In other words, all Google did was find a string that looked like a URL…tried it…saw that it worked…and treated it like a new web page. I’ve written a post about this, if you’re interested:
http://www.seomofo.com/advanced/do-not-let-google-crawl-javascript.html
Cheers,
SEO Mofo
Hey,
Thanks for the comment.
I think the line:
“As you can see, the search returns the file that contains that string. On the main test page we call this file with an Ajax call and show the contents. This file is not linked from any other page which would lead me to think that the GoogleBot has understood the structure of the Ajax request and sent off a spider to grab the contents of the file.”
is ambiguous, I agree it is more likely that the GoogleBot simply found a string that looks like a URL and spidered it but in this case they were relative paths to the files which is slightly confusing. I meant to say that the GoogleBot figured out that the content was there somehow, i guessed by quasi interpreting the AJAX request, then spidered the external files.
As for interpreting the GoogleBot/Crawling as being two separate/independent processes, this is kind of the conclusion I was trying to draw but I think the conclusion became a little lost in the sweeping generalisations I made.
But when I said:
“Googlebot CAN execute, and read the results of, AJAX requests”
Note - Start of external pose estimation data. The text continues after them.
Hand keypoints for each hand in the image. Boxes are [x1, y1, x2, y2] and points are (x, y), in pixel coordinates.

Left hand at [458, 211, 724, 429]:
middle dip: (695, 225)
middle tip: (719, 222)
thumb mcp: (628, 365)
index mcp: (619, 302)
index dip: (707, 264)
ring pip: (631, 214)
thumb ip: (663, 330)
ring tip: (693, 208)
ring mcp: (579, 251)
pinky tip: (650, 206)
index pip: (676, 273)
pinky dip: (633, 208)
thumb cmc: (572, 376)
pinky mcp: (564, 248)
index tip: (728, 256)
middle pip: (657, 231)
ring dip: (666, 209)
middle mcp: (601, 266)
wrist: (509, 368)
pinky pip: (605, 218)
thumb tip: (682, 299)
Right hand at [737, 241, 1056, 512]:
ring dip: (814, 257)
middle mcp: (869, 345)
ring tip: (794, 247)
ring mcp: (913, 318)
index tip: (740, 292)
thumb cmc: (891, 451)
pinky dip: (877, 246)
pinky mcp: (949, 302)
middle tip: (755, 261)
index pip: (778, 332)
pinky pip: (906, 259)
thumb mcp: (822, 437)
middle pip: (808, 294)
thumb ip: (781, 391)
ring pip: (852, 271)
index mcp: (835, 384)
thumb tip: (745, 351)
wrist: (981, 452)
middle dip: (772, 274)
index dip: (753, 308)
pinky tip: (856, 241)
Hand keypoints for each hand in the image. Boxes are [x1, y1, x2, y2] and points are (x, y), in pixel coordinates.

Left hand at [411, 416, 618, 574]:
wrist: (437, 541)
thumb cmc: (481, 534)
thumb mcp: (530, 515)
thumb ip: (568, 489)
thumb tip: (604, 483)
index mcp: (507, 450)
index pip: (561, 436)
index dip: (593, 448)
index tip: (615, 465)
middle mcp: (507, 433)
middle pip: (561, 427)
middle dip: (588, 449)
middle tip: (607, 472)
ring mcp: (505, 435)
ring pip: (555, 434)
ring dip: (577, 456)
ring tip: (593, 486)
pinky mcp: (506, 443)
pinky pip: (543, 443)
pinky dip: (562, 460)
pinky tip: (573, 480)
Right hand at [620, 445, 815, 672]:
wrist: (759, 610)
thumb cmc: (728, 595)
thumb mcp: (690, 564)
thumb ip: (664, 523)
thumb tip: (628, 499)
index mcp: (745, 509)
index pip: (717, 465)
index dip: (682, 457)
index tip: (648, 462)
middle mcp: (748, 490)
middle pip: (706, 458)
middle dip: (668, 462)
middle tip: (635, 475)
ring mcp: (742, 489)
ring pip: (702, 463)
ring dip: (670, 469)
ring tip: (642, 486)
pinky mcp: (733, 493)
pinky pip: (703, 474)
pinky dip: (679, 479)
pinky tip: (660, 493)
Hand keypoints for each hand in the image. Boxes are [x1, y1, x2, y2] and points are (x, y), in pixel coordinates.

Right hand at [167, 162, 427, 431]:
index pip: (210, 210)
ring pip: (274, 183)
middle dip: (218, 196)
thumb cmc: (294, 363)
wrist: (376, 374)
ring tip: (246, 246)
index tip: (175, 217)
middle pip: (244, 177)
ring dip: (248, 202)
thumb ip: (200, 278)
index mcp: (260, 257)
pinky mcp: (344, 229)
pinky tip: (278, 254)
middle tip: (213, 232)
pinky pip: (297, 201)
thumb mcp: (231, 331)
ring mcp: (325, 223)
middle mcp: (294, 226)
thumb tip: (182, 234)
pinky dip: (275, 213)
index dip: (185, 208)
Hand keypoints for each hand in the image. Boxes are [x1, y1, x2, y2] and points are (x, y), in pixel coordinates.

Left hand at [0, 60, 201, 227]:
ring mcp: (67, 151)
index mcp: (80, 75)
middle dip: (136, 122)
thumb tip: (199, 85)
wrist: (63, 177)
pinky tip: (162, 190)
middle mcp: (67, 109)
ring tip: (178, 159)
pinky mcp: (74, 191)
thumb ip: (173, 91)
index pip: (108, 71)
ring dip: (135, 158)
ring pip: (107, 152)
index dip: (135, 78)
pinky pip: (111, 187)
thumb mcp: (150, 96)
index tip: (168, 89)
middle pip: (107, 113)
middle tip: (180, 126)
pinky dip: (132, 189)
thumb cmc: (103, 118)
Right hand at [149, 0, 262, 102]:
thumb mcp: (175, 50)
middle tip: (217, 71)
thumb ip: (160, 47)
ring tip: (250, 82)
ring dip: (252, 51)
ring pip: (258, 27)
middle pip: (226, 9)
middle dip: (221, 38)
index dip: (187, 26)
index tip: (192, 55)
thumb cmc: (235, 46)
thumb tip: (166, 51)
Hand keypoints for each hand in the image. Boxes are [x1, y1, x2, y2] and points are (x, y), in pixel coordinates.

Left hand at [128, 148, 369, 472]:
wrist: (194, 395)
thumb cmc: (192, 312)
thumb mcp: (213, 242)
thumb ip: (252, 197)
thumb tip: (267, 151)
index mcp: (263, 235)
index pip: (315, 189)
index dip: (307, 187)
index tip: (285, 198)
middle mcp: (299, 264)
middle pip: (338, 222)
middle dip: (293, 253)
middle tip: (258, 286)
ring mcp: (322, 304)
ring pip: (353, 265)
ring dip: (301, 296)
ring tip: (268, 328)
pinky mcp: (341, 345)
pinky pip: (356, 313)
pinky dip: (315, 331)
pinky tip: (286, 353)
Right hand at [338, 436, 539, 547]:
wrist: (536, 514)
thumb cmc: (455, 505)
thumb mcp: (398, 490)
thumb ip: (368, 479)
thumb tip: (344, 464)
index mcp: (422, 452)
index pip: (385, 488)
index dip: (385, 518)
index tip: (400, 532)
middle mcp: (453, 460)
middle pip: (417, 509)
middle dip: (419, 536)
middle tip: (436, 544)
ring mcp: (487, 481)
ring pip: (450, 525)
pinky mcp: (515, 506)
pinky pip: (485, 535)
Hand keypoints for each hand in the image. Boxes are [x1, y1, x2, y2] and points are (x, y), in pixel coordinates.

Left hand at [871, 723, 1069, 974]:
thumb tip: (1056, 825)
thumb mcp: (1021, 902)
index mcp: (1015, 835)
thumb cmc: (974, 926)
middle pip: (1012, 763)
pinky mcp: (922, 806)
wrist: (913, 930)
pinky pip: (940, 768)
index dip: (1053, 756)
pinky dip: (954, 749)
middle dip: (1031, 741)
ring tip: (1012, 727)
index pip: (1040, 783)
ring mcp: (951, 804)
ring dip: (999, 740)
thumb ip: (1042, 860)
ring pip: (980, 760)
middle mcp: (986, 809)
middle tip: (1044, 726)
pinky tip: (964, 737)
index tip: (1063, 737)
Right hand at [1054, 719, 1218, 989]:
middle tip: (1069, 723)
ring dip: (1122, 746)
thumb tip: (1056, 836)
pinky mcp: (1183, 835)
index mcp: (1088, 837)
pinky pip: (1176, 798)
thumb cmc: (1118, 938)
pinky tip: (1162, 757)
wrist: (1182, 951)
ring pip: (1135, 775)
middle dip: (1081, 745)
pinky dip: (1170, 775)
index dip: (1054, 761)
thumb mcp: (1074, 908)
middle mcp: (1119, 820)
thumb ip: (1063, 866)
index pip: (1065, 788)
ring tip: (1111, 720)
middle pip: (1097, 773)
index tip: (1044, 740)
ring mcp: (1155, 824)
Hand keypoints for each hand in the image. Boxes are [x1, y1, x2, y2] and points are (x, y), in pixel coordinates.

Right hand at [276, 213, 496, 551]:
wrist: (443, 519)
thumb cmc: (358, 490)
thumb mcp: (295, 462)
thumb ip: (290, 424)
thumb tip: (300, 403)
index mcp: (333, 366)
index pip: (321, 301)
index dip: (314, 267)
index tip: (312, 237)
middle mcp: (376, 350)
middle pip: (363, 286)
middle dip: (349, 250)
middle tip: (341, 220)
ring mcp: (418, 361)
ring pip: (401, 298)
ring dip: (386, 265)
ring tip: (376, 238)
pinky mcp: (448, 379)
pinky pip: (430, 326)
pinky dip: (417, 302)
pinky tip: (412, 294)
I was referring to the process used in the generating of the instant previews.
Theoretically Google could use this data to calculate search relevancy in the future.
The main point was that Google is able to process the AJAX and JS stuff and understand the outputs as a string of text but they don’t do this on a normal crawl of the site, only on the process used to generate the preview, and it seems that isn’t influencing the relevancy at the moment.